When servicing the back hoe: Blinker fluid & valve stem grease...


----------



## asevereid (Jan 30, 2012)

The round tuit.


----------



## Calidecks (Nov 19, 2011)

I have a confession to make. 

I once saw a store that was called the nail emporium. I went in thinking cool, a place just for fasteners. I hate to say but it was a fingernail store.


----------



## Mort (Jul 18, 2012)

In high school small gas engines class I sent a freshman kid looking for a left handed Phillips screwdriver for me in the tool room. Got him out of my hair for about 15 minutes.


----------



## m1911 (Feb 24, 2009)

The obvious wood knot eraser from the lumber yard...


----------



## Kowboy (May 7, 2009)

Over thirty years ago as one of the first 11 women apprentices at Local 8, IBEW, Toledo, Ohio, my wife was sent to the tool crib to retrieve a "30 amp beam clamp". The crib guard played along and told her to tell her journeyman that they were all out and she did. 

Twenty-five years later she had to tell the journeyman jokester, who had been like a father to her during her apprenticeship, that if she caught him without his safety glasses again, she would have to fire him. 

"Squeek (a term of endearment), I'll drag (quit) this job before that happens." And he did.


----------



## pritch (Nov 2, 2008)

When I was a Superintendent, one time I was at my desk in the job trailer and one of the laborers was searching and searching for something.Finally I asked him what he was looking for and he says "Where are the penny nails? Bill (my foreman) told me to get sixteen penny nails, but none of these boxes say penny on them!" I couldn't help myself. I sent him back with 16 4d finish nails, just to watch Bill have a come-apart on the kid. I'm an ass.:laughing:


----------



## Calidecks (Nov 19, 2011)

We'd had a kid looking for toe nails for awhile. And back nails


----------



## txgencon (Jan 4, 2011)

When I was in high school and working at a grocery store, I got sent to the "back" for a "double buggy hitch".


----------



## Builders Inc. (Feb 24, 2015)

I like telling em you got the router on in reverse or the sawz-all in reverse. Way to funny watching em go lookin for the switch


----------



## Youngin' (Sep 16, 2012)

"No not the left handed hammer! Go get the other one...I thought you already learned this lesson with the snips!"


----------



## UkChippy (Nov 5, 2014)

I've seen the painters send there lad to the van for some 'tartan paint' and a skirting board (baseboard) ladder.


----------



## Agility (Nov 29, 2013)

Californiadecks said:


> I have a confession to make.
> 
> I once saw a store that was called the nail emporium. I went in thinking cool, a place just for fasteners. I hate to say but it was a fingernail store.

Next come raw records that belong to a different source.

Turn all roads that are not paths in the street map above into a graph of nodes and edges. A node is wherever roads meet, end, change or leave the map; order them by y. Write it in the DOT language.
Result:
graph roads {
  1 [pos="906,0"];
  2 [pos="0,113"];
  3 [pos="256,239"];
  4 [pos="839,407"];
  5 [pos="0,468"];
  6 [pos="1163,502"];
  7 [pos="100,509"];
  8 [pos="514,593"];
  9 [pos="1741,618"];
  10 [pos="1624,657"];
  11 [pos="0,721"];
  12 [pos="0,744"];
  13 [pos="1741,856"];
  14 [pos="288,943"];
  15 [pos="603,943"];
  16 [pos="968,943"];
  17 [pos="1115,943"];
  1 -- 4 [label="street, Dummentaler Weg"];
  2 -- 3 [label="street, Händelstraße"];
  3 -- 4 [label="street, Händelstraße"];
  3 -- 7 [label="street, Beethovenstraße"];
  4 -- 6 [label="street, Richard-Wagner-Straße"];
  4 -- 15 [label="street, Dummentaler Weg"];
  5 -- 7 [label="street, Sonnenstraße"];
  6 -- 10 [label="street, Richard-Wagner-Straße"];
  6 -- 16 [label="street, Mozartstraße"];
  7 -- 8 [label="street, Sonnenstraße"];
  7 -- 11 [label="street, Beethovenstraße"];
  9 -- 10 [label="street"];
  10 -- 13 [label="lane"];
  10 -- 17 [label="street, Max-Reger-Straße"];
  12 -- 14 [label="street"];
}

I've done that. Was in NYC, where my girlfriend lived at the time. That same day I got distracted by a skyscraper and missed the crossing light, had to wait my turn again. She was across the street laughing the whole time.


----------



## JAH (Jul 27, 2014)

I like to make the new kid think he will be running a "excavator" for the day and then hand him a shovel. 
Dont forget the 1 lb box of 20 oz lead nails.


----------



## Youngin' (Sep 16, 2012)

JAH said:


> I like to make the new kid think he will be running a "excavator" for the day and then hand him a shovel.
> Dont forget the 1 lb box of 20 oz lead nails.


We call it "the goon spoon."


----------



## SamM (Dec 13, 2009)

I like to send them for bubble water for the level.

On one site a few years back a kid got sent for the board stretcher (the blue one with the yellow straps). He spent over two hours looking. He kept asking different people and different trades and everyone had an idea of where he should look.


----------



## giantfan (Sep 25, 2009)

Back in the days of production framing.

"Go get me a 10' plywood stretcher." 

"They are in a pile on the other side of the site. They are 10' long red poles filled with cement."

After walking for aprox 1/4 mile with one on his shoulder he didn't think it was very funny.


----------



## Inner10 (Mar 12, 2009)

Checkered paint, skyhook, bucket of muckets.


----------